For every entry that follows, return the words exactly and omit any picture.

Saved entries:
_ _ _ _
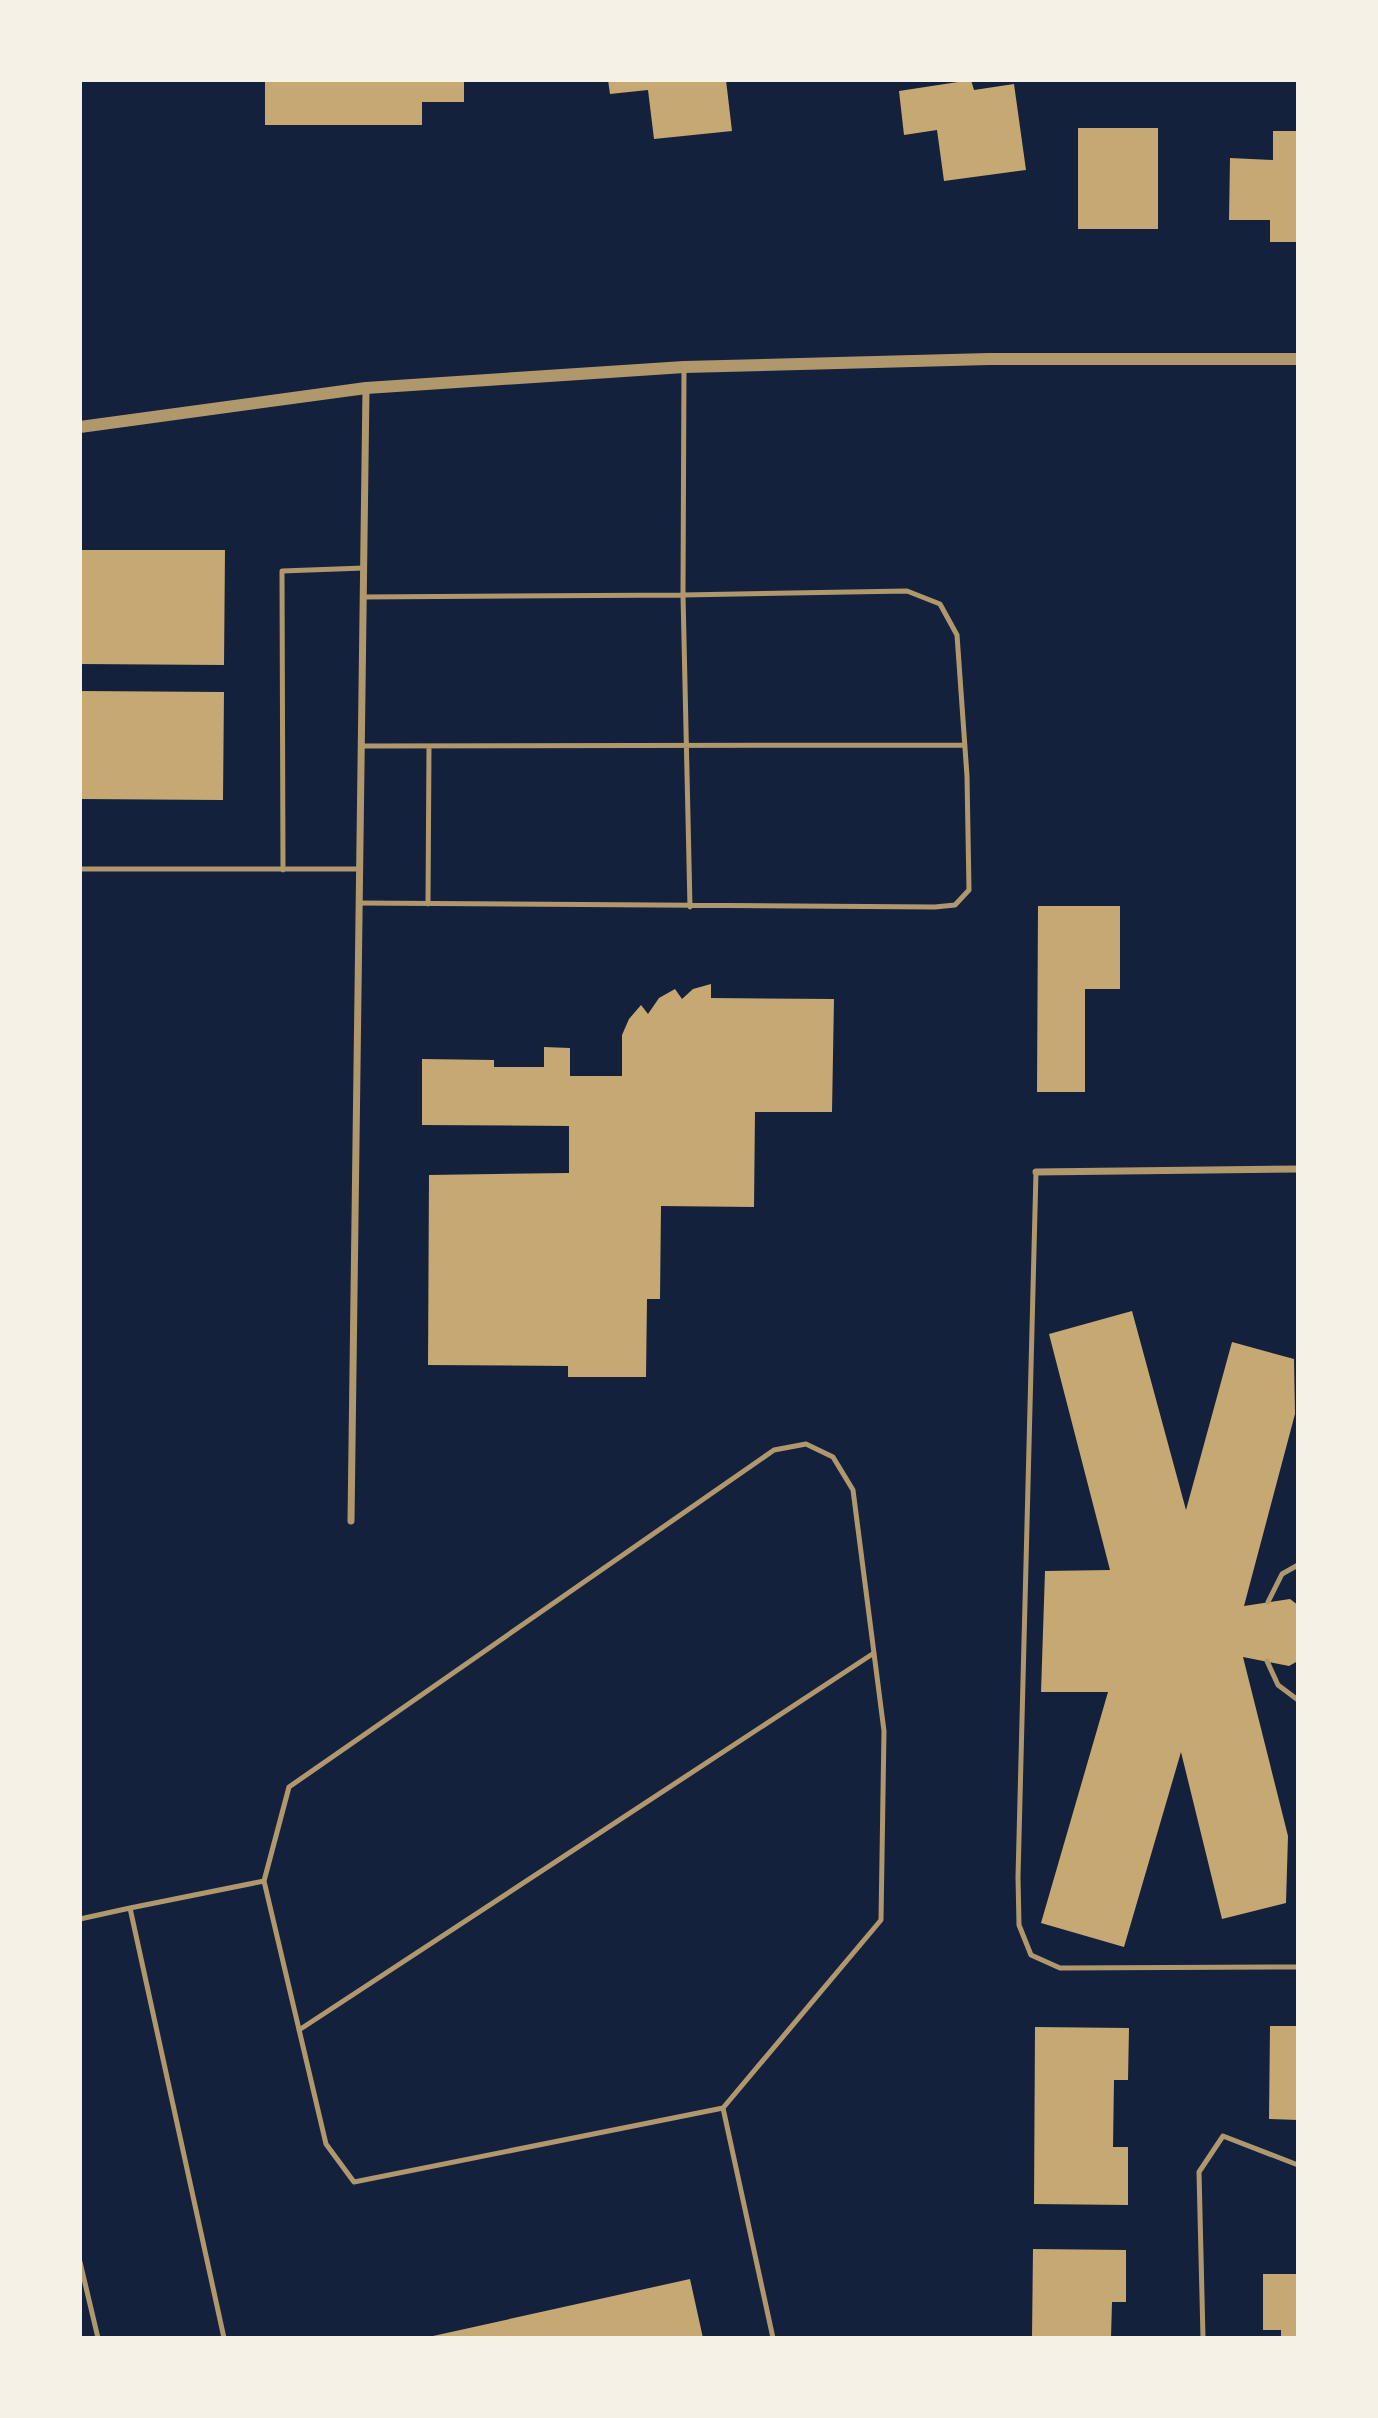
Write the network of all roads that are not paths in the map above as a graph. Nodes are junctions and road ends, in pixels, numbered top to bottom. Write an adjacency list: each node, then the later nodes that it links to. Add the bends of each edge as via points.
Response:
1 (1297, 359): 2 (street, via 989,359)
2 (684, 366): 3 (street); 6 (lane)
3 (366, 388): 4 (street); 5 (street)
4 (80, 427)
5 (364, 568): 7 (street); 14 (lane, via 282,571)
6 (683, 595): 7 (lane); 8 (lane, via 907,591 940,604 957,635); 11 (lane)
7 (363, 597): 9 (street)
8 (965, 745): 11 (lane); 17 (lane, via 969,890 954,905)
9 (361, 746): 10 (lane); 13 (street)
10 (429, 746): 11 (lane); 16 (lane)
11 (687, 746): 17 (lane)
12 (80, 869): 14 (lane)
13 (360, 869): 14 (lane); 15 (street)
14 (283, 870)
15 (359, 903): 16 (lane); 20 (street)
16 (428, 904): 17 (lane)
17 (690, 907)
18 (1297, 1169): 19 (street)
19 (1036, 1172): 29 (lane, via 1019,1924 1031,1955 1060,1968)
20 (351, 1521)
21 (1297, 1565): 22 (lane, via 1282,1574)
22 (1268, 1602)
23 (874, 1653): 26 (lane, via 853,1490 833,1457 806,1444 774,1450 289,1787); 30 (lane); 31 (lane, via 884,1731 881,1920)
24 (1267, 1661): 25 (lane, via 1278,1685)
25 (1297, 1700)
26 (264, 1881): 27 (lane); 30 (lane)
27 (130, 1908): 28 (lane); 35 (lane)
28 (80, 1919)
29 (1297, 1967)
30 (299, 2030): 31 (lane, via 326,2144 354,2182)
31 (723, 2108): 36 (lane)
32 (1297, 2165): 37 (lane, via 1223,2136 1199,2172)
33 (80, 2262): 34 (lane)
34 (98, 2337)
35 (224, 2337)
36 (773, 2337)
37 (1203, 2337)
_ _ _ _
__EXERCISE SOLUTION__:
Write the network of all roads that are not paths in the map above as a graph. Nodes are junctions and road ends, in pixels, numbered top to bottom. Write an adjacency list: each node, then the later nodes that it links to. Add the bends of each edge as via points.
Response:
1 (1297, 359): 2 (street, via 989,359)
2 (684, 366): 3 (street); 6 (lane)
3 (366, 388): 4 (street); 5 (street)
4 (80, 427)
5 (364, 568): 7 (street); 14 (lane, via 282,571)
6 (683, 595): 7 (lane); 8 (lane, via 907,591 940,604 957,635); 11 (lane)
7 (363, 597): 9 (street)
8 (965, 745): 11 (lane); 17 (lane, via 969,890 954,905)
9 (361, 746): 10 (lane); 13 (street)
10 (429, 746): 11 (lane); 16 (lane)
11 (687, 746): 17 (lane)
12 (80, 869): 14 (lane)
13 (360, 869): 14 (lane); 15 (street)
14 (283, 870)
15 (359, 903): 16 (lane); 20 (street)
16 (428, 904): 17 (lane)
17 (690, 907)
18 (1297, 1169): 19 (street)
19 (1036, 1172): 29 (lane, via 1019,1924 1031,1955 1060,1968)
20 (351, 1521)
21 (1297, 1565): 22 (lane, via 1282,1574)
22 (1268, 1602)
23 (874, 1653): 26 (lane, via 853,1490 833,1457 806,1444 774,1450 289,1787); 30 (lane); 31 (lane, via 884,1731 881,1920)
24 (1267, 1661): 25 (lane, via 1278,1685)
25 (1297, 1700)
26 (264, 1881): 27 (lane); 30 (lane)
27 (130, 1908): 28 (lane); 35 (lane)
28 (80, 1919)
29 (1297, 1967)
30 (299, 2030): 31 (lane, via 326,2144 354,2182)
31 (723, 2108): 36 (lane)
32 (1297, 2165): 37 (lane, via 1223,2136 1199,2172)
33 (80, 2262): 34 (lane)
34 (98, 2337)
35 (224, 2337)
36 (773, 2337)
37 (1203, 2337)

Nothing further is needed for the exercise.